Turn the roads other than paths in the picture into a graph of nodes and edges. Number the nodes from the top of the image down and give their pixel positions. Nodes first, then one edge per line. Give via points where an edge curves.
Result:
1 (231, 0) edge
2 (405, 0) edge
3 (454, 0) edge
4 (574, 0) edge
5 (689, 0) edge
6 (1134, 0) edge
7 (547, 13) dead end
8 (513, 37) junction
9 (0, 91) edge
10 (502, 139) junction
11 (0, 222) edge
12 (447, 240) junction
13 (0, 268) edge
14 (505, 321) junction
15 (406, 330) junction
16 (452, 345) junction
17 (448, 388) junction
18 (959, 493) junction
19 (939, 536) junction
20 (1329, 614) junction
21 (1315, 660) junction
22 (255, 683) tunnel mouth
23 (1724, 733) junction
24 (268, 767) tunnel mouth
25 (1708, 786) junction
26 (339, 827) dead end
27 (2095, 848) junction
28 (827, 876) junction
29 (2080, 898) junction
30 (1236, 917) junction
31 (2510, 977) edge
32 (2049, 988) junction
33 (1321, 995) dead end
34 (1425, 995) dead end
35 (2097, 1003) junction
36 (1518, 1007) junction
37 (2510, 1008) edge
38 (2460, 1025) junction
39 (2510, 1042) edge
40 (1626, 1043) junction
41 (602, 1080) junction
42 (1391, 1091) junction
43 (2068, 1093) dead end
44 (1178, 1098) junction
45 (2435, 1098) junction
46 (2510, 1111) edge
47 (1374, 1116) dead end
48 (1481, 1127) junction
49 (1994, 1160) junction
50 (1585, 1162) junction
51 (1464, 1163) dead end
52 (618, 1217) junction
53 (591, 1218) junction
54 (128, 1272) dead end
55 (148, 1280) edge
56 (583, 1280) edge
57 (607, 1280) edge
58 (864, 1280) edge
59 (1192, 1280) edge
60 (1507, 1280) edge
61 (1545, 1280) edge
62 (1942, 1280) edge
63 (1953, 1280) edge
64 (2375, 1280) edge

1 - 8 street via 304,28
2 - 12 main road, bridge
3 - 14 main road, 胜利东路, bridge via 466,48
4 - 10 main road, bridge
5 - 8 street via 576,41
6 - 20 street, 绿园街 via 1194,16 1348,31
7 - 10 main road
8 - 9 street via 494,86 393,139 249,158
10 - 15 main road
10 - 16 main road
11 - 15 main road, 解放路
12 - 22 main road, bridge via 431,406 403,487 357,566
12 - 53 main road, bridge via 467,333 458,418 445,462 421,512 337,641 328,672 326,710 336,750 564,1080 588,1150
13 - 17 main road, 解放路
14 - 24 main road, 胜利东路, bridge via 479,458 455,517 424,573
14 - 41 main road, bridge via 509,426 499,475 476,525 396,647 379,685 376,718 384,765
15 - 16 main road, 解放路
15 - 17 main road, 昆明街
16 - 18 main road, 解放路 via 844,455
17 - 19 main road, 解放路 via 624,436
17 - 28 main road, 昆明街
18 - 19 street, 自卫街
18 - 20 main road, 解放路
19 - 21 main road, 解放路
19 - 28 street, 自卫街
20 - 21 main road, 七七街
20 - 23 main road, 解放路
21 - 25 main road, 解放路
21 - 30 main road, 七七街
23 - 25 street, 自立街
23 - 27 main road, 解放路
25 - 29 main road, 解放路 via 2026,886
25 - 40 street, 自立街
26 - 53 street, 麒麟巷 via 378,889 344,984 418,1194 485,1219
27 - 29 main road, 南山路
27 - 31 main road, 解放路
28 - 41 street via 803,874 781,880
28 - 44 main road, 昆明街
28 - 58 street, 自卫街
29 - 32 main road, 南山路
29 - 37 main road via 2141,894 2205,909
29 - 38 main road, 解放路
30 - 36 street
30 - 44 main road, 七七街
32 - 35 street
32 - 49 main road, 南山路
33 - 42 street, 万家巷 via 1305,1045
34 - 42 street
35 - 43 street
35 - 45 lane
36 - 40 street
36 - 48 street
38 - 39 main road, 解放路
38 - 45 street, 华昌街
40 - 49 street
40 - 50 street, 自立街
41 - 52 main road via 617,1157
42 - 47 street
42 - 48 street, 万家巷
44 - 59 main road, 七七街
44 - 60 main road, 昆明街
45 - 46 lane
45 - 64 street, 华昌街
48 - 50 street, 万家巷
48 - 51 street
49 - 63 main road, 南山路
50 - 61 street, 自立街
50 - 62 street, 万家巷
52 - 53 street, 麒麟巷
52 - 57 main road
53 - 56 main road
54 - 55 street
=-=-=
Copy the data. Make sure every line matches exactly.

### Answer to this exercise
Turn the roads other than paths in the picture into a graph of nodes and edges. Number the nodes from the top of the image down and give their pixel positions. Nodes first, then one edge per line. Give via points where an edge curves.
Result:
1 (231, 0) edge
2 (405, 0) edge
3 (454, 0) edge
4 (574, 0) edge
5 (689, 0) edge
6 (1134, 0) edge
7 (547, 13) dead end
8 (513, 37) junction
9 (0, 91) edge
10 (502, 139) junction
11 (0, 222) edge
12 (447, 240) junction
13 (0, 268) edge
14 (505, 321) junction
15 (406, 330) junction
16 (452, 345) junction
17 (448, 388) junction
18 (959, 493) junction
19 (939, 536) junction
20 (1329, 614) junction
21 (1315, 660) junction
22 (255, 683) tunnel mouth
23 (1724, 733) junction
24 (268, 767) tunnel mouth
25 (1708, 786) junction
26 (339, 827) dead end
27 (2095, 848) junction
28 (827, 876) junction
29 (2080, 898) junction
30 (1236, 917) junction
31 (2510, 977) edge
32 (2049, 988) junction
33 (1321, 995) dead end
34 (1425, 995) dead end
35 (2097, 1003) junction
36 (1518, 1007) junction
37 (2510, 1008) edge
38 (2460, 1025) junction
39 (2510, 1042) edge
40 (1626, 1043) junction
41 (602, 1080) junction
42 (1391, 1091) junction
43 (2068, 1093) dead end
44 (1178, 1098) junction
45 (2435, 1098) junction
46 (2510, 1111) edge
47 (1374, 1116) dead end
48 (1481, 1127) junction
49 (1994, 1160) junction
50 (1585, 1162) junction
51 (1464, 1163) dead end
52 (618, 1217) junction
53 (591, 1218) junction
54 (128, 1272) dead end
55 (148, 1280) edge
56 (583, 1280) edge
57 (607, 1280) edge
58 (864, 1280) edge
59 (1192, 1280) edge
60 (1507, 1280) edge
61 (1545, 1280) edge
62 (1942, 1280) edge
63 (1953, 1280) edge
64 (2375, 1280) edge

1 - 8 street via 304,28
2 - 12 main road, bridge
3 - 14 main road, 胜利东路, bridge via 466,48
4 - 10 main road, bridge
5 - 8 street via 576,41
6 - 20 street, 绿园街 via 1194,16 1348,31
7 - 10 main road
8 - 9 street via 494,86 393,139 249,158
10 - 15 main road
10 - 16 main road
11 - 15 main road, 解放路
12 - 22 main road, bridge via 431,406 403,487 357,566
12 - 53 main road, bridge via 467,333 458,418 445,462 421,512 337,641 328,672 326,710 336,750 564,1080 588,1150
13 - 17 main road, 解放路
14 - 24 main road, 胜利东路, bridge via 479,458 455,517 424,573
14 - 41 main road, bridge via 509,426 499,475 476,525 396,647 379,685 376,718 384,765
15 - 16 main road, 解放路
15 - 17 main road, 昆明街
16 - 18 main road, 解放路 via 844,455
17 - 19 main road, 解放路 via 624,436
17 - 28 main road, 昆明街
18 - 19 street, 自卫街
18 - 20 main road, 解放路
19 - 21 main road, 解放路
19 - 28 street, 自卫街
20 - 21 main road, 七七街
20 - 23 main road, 解放路
21 - 25 main road, 解放路
21 - 30 main road, 七七街
23 - 25 street, 自立街
23 - 27 main road, 解放路
25 - 29 main road, 解放路 via 2026,886
25 - 40 street, 自立街
26 - 53 street, 麒麟巷 via 378,889 344,984 418,1194 485,1219
27 - 29 main road, 南山路
27 - 31 main road, 解放路
28 - 41 street via 803,874 781,880
28 - 44 main road, 昆明街
28 - 58 street, 自卫街
29 - 32 main road, 南山路
29 - 37 main road via 2141,894 2205,909
29 - 38 main road, 解放路
30 - 36 street
30 - 44 main road, 七七街
32 - 35 street
32 - 49 main road, 南山路
33 - 42 street, 万家巷 via 1305,1045
34 - 42 street
35 - 43 street
35 - 45 lane
36 - 40 street
36 - 48 street
38 - 39 main road, 解放路
38 - 45 street, 华昌街
40 - 49 street
40 - 50 street, 自立街
41 - 52 main road via 617,1157
42 - 47 street
42 - 48 street, 万家巷
44 - 59 main road, 七七街
44 - 60 main road, 昆明街
45 - 46 lane
45 - 64 street, 华昌街
48 - 50 street, 万家巷
48 - 51 street
49 - 63 main road, 南山路
50 - 61 street, 自立街
50 - 62 street, 万家巷
52 - 53 street, 麒麟巷
52 - 57 main road
53 - 56 main road
54 - 55 street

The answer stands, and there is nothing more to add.